Curas
Han aflorado legiones de anónimos religiosos ejemplares entregados a causas impensables para sociedades ombliguistas como la nuestra, en los que estremece comprobar su absoluto desprendimiento. Auténticos ángeles dedicados al prójimo, metidos arteramente en el mismo saco pestilente de la insignificante minoría que ha podido no hacer lo que corresponde
Montgomery es un pueblecito de Virginia Occidental, a una media hora de la capital del Estado, Charleston. Allí recaló el pasado siglo un ginecólogo sevillano de cuna modesta, persiguiendo mejor porvenir. En las orillas del Kanawha sentarían sus reales los González López de Lemus, antes de nacerles un chiquillo larguirucho y espabilado, con salero andaluz y acento yanqui.

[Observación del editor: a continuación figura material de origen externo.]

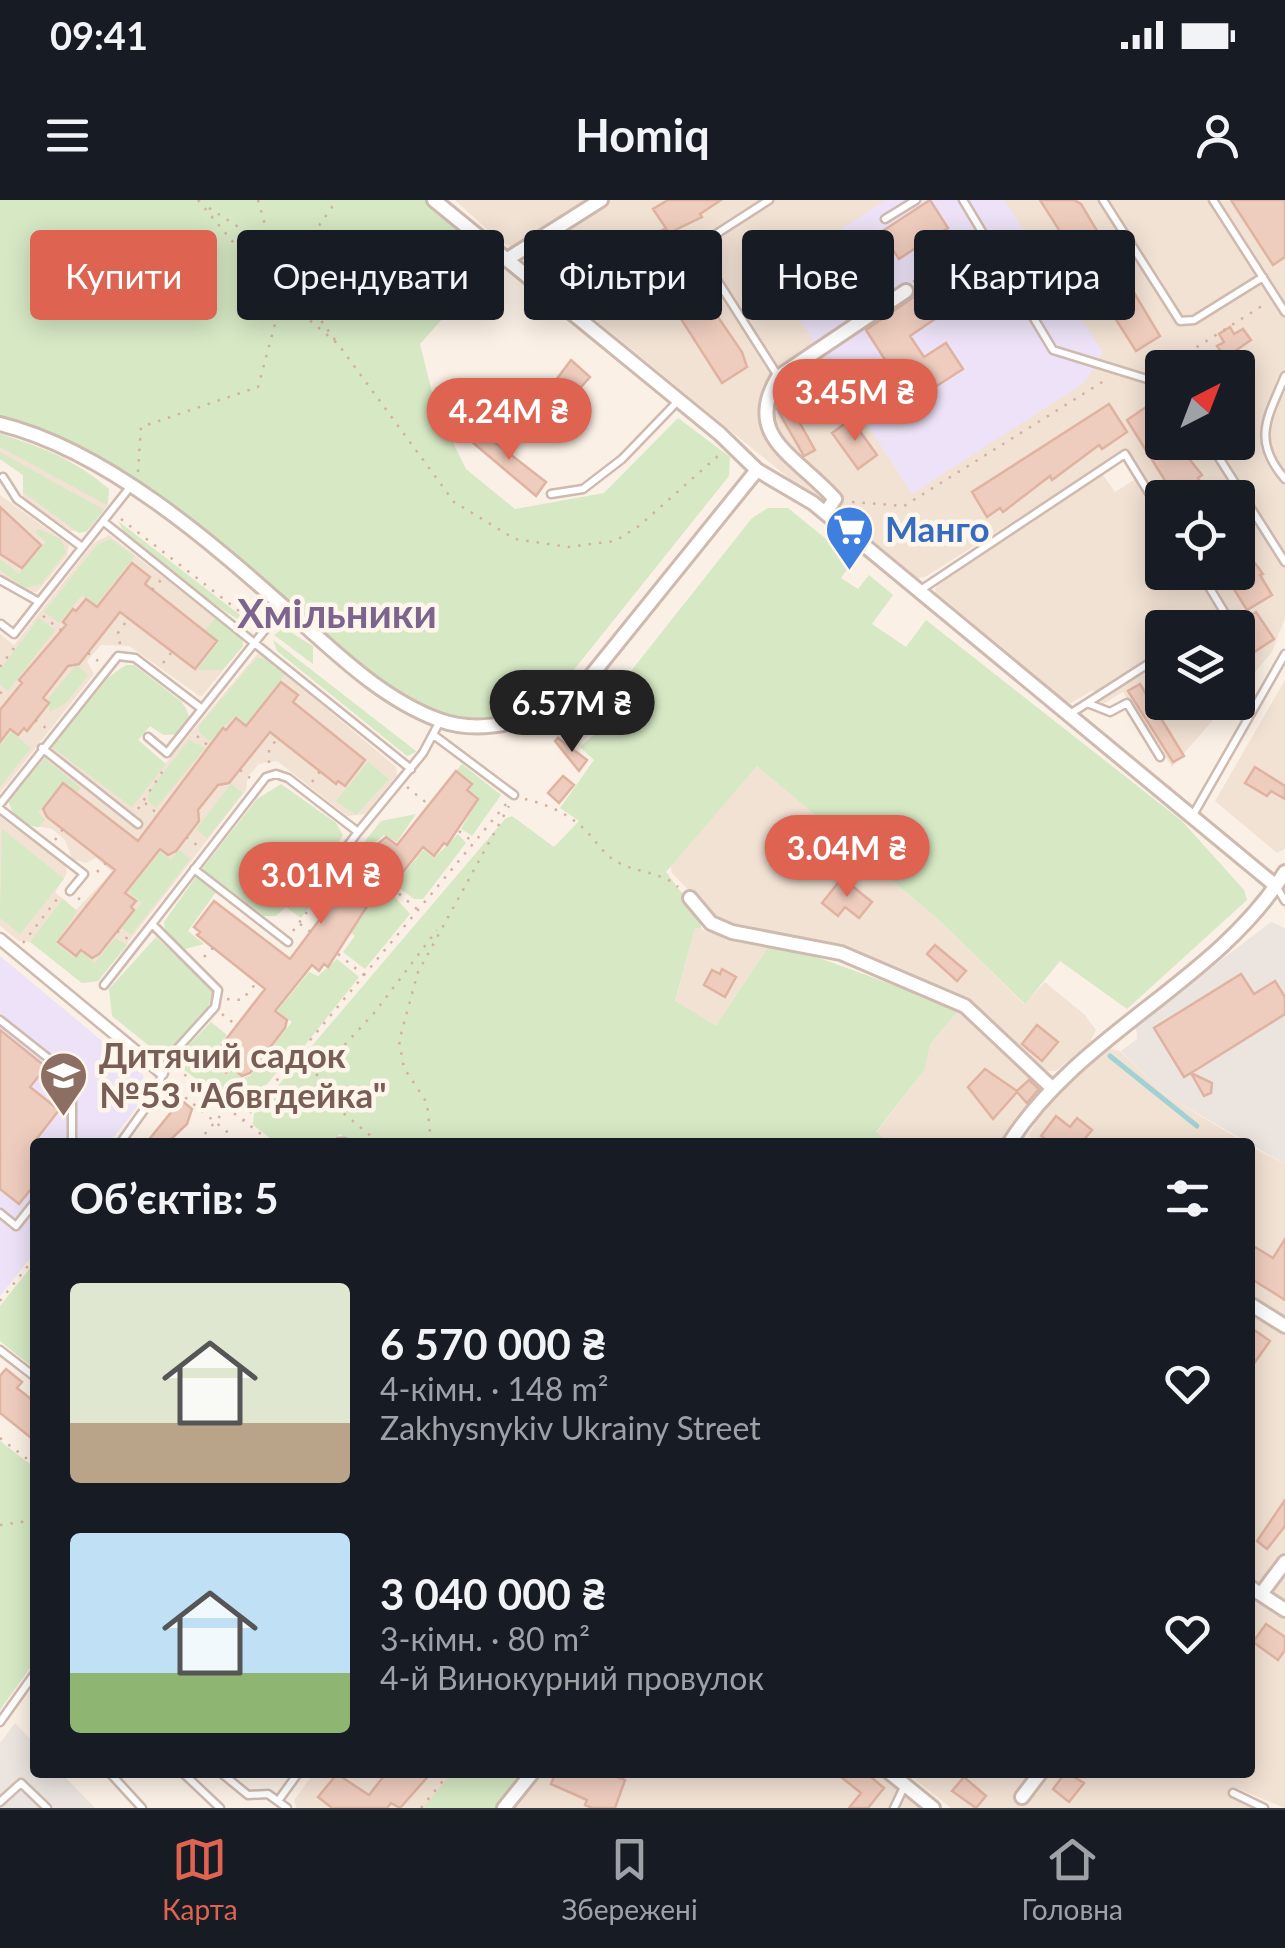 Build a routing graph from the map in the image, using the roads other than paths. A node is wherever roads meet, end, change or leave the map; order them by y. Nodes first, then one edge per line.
1 (434, 200) edge
2 (601, 200) edge
3 (769, 200) edge
4 (916, 200) edge
5 (963, 200) edge
6 (1102, 200) edge
7 (1213, 200) edge
8 (886, 219) dead end
9 (465, 230) edge
10 (504, 259) edge
11 (504, 266) edge
12 (1264, 277) junction
13 (906, 291) dead end
14 (1285, 312) edge
15 (1285, 376) edge
16 (778, 377) junction
17 (1145, 377) edge
18 (676, 402) junction
19 (0, 424) edge
20 (1220, 460) edge
21 (757, 470) junction
22 (4, 476) dead end
23 (1285, 479) edge
24 (132, 486) junction
25 (1145, 486) edge
26 (551, 494) dead end
27 (825, 513) junction
28 (104, 522) junction
29 (82, 547) junction
30 (1285, 562) edge
31 (0, 580) edge
32 (919, 591) junction
33 (36, 605) junction
34 (284, 606) junction
35 (1, 624) edge
36 (256, 641) junction
37 (1285, 654) edge
38 (1145, 666) edge
39 (1086, 703) junction
40 (202, 708) junction
41 (1068, 714) junction
42 (440, 720) junction
43 (148, 736) dead end
44 (436, 736) junction
45 (42, 748) junction
46 (1160, 756) dead end
47 (411, 768) junction
48 (514, 796) road end
49 (0, 806) edge
50 (1192, 816) junction
51 (138, 824) dead end
52 (358, 832) junction
53 (304, 863) dead end
54 (194, 869) junction
55 (1285, 872) edge
56 (1276, 886) junction
57 (70, 891) road end
58 (690, 898) road end
59 (1285, 900) edge
60 (152, 924) junction
61 (0, 939) edge
62 (287, 941) road end
63 (104, 985) dead end
64 (0, 1020) edge
65 (162, 1076) junction
66 (1052, 1088) junction
67 (72, 1138) edge
68 (123, 1138) edge
69 (1017, 1138) edge
70 (30, 1208) edge
71 (0, 1213) edge
72 (1255, 1307) edge
73 (1285, 1326) edge
74 (0, 1350) edge
75 (30, 1373) edge
76 (1285, 1562) edge
77 (1255, 1591) edge
78 (1285, 1610) edge
79 (30, 1679) edge
80 (0, 1722) edge
81 (114, 1778) edge
82 (192, 1778) edge
83 (227, 1778) edge
84 (295, 1778) edge
85 (527, 1778) edge
86 (896, 1778) edge
87 (1036, 1778) edge
88 (905, 1786) junction
89 (1233, 1793) dead end
90 (1022, 1797) dead end
91 (278, 1801) junction
92 (0, 1802) edge
93 (47, 1808) edge
94 (142, 1808) edge
95 (220, 1808) edge
96 (288, 1808) edge
97 (504, 1808) edge
98 (894, 1808) edge
99 (933, 1808) edge
100 (1264, 1808) edge

1 - 9 street
2 - 10 street
3 - 16 lane
4 - 8 lane
5 - 17 lane
6 - 12 lane
7 - 12 lane
11 - 18 street
12 - 14 lane
13 - 16 street
15 - 23 lane
16 - 27 street
18 - 21 street
18 - 26 lane
19 - 24 street
20 - 30 lane
21 - 27 street
21 - 42 street
22 - 29 lane
24 - 28 lane
24 - 34 street
25 - 32 lane
27 - 32 street
28 - 29 lane
28 - 36 lane
29 - 33 lane
31 - 33 lane
32 - 41 street
33 - 35 lane
34 - 36 lane
34 - 42 street
36 - 40 lane
36 - 47 lane
37 - 50 lane
38 - 39 lane
39 - 41 lane
39 - 46 lane
40 - 43 lane
40 - 45 lane
41 - 50 street
42 - 44 lane
44 - 47 lane
44 - 48 lane
45 - 49 lane
45 - 51 lane
47 - 52 lane
49 - 57 lane
50 - 56 street
52 - 53 lane
52 - 54 lane
54 - 60 lane
54 - 62 lane
55 - 56 street
56 - 59 lane
56 - 66 street
58 - 66 street
60 - 63 lane
60 - 65 lane
61 - 65 street
64 - 67 lane
65 - 68 lane
66 - 69 street
70 - 71 lane
72 - 73 street
74 - 75 lane
76 - 77 street
77 - 78 street
79 - 80 lane
81 - 94 lane
82 - 95 lane
83 - 91 lane
84 - 91 lane
85 - 97 street
86 - 88 street
87 - 90 street
88 - 98 lane
88 - 99 street
89 - 100 lane
91 - 96 lane
92 - 93 lane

Con los años, a aquel chaval le picaría el mismo gusanillo que a su padre, ya de vuelta a España. Aunque le tiraba más la cirugía, en edad madura se le volverían a cruzar en el camino las suturas, pero del alma, tras conocer en persona a un clérigo venerable. De mayor quería ser como él. Ayudó a su progenitor en el quirófano todo lo que pudo hasta que su otra vocación lo hizo incompatible. Al tomar los hábitos, fue destinado a Kenia a formar a jóvenes que no tenían nada de lo de cualquier muchacho norteamericano o español. En el Cuerno de África gastaría década y media larga de labor misionera, donde viviría tragedias que todavía recuerda. Aún le sorprende que en Occidente se dispensen a las mascotas cuidados a los que no llegan ni por asomo aquellos menesterosos que malviven en tantísimas zonas del negro continente
A su regreso de la tierra de los suajilis recorrería la piel de toro enseñando a la juventud el mensaje cristiano. Y ahora lo hace en la parroquia de una capital castellana donde abundan los ancianos, y en el que las ceremonias fúnebres son lo más habitual. Sigue añorando el contacto con los chavales, pero asume lo que le toca hacer, porque lo de don Manuel es servir donde se considera necesario. Le gusta asomarse a las redes sociales con contenidos sobre lo suyo, en los que no solo cosecha aplausos, sino en ocasiones ácidas diatribas de aquellos que consideran que ese espacio está vedado para los que no hablan las puñeterías al uso.
Nos hemos vuelto a ver después de algún tiempo. Continúa vistiendo como un cura, no como un tipo que se va al bar a tomar unas copas. Y te sigue hablando con naturalidad y profundidad de Dios y del más allá, del cielo, del purgatorio y del infierno, o de los santos, en lugar de darte la tabarra sobre la inteligencia artificial, el cambio climático, el equilibrio norte-sur o vaya usted a saber qué. Le llaman por teléfono mientras hablamos amigos que tiene desperdigados por el planeta, a los que contesta en un inglés americano con simpático toque hispalense. Y aborda sin tapujos los desafíos a los que se enfrenta su generación y las venideras, entre los que apunta la tibieza espiritual, aunque hayan proliferado movimientos con más apariencia (y música) que esencia.
¿Qué tienen estas buenas gentes para estar hechos de esa pasta tan formidable?, me pregunto cuando me despido de ellos. Ni que decir tiene que la respuesta es complicado encontrarla a través de cualquier cálculo humano, porque siempre les detecto un no sé qué que soy incapaz de descubrir en otros, por más que reúnan virtudes y calidades excepcionales.
Ese no sé qué acaso haya que buscarlo en ese misterio que les cautivó en su día y al que decidieron encarrilar sus existencias contra viento y marea. Y la mayor parte de las veces alejados del faro materialista que ilumina hoy los mares humanos.
La visita pastoral de León XIV ha sacado a la luz incontables biografías como la que hoy nos ocupa. Y también de prelados admirables e impecables, como los Rouco, Sanz Montes, Martínez Camino o Carrasco, entre tantos otros. Han aflorado legiones de anónimos religiosos ejemplares entregados a causas impensables para sociedades ombliguistas como la nuestra, en los que estremece comprobar su absoluto desprendimiento. Auténticos ángeles dedicados al prójimo, metidos arteramente en el mismo saco pestilente de la insignificante minoría que ha podido no hacer lo que corresponde. Podemos estar bien orgullosos de esos infinitos sacerdotes bondadosos que atienden misiones o iglesias diseminadas por la geografía rural o urbana, desplegando una generosísima labor moral y social en los rincones más remotos y olvidados.
Ni es justo ni presentable ocultar esta verdad. Los curas merecen todo nuestro reconocimiento, por estar ahí siempre. Como don Manuel.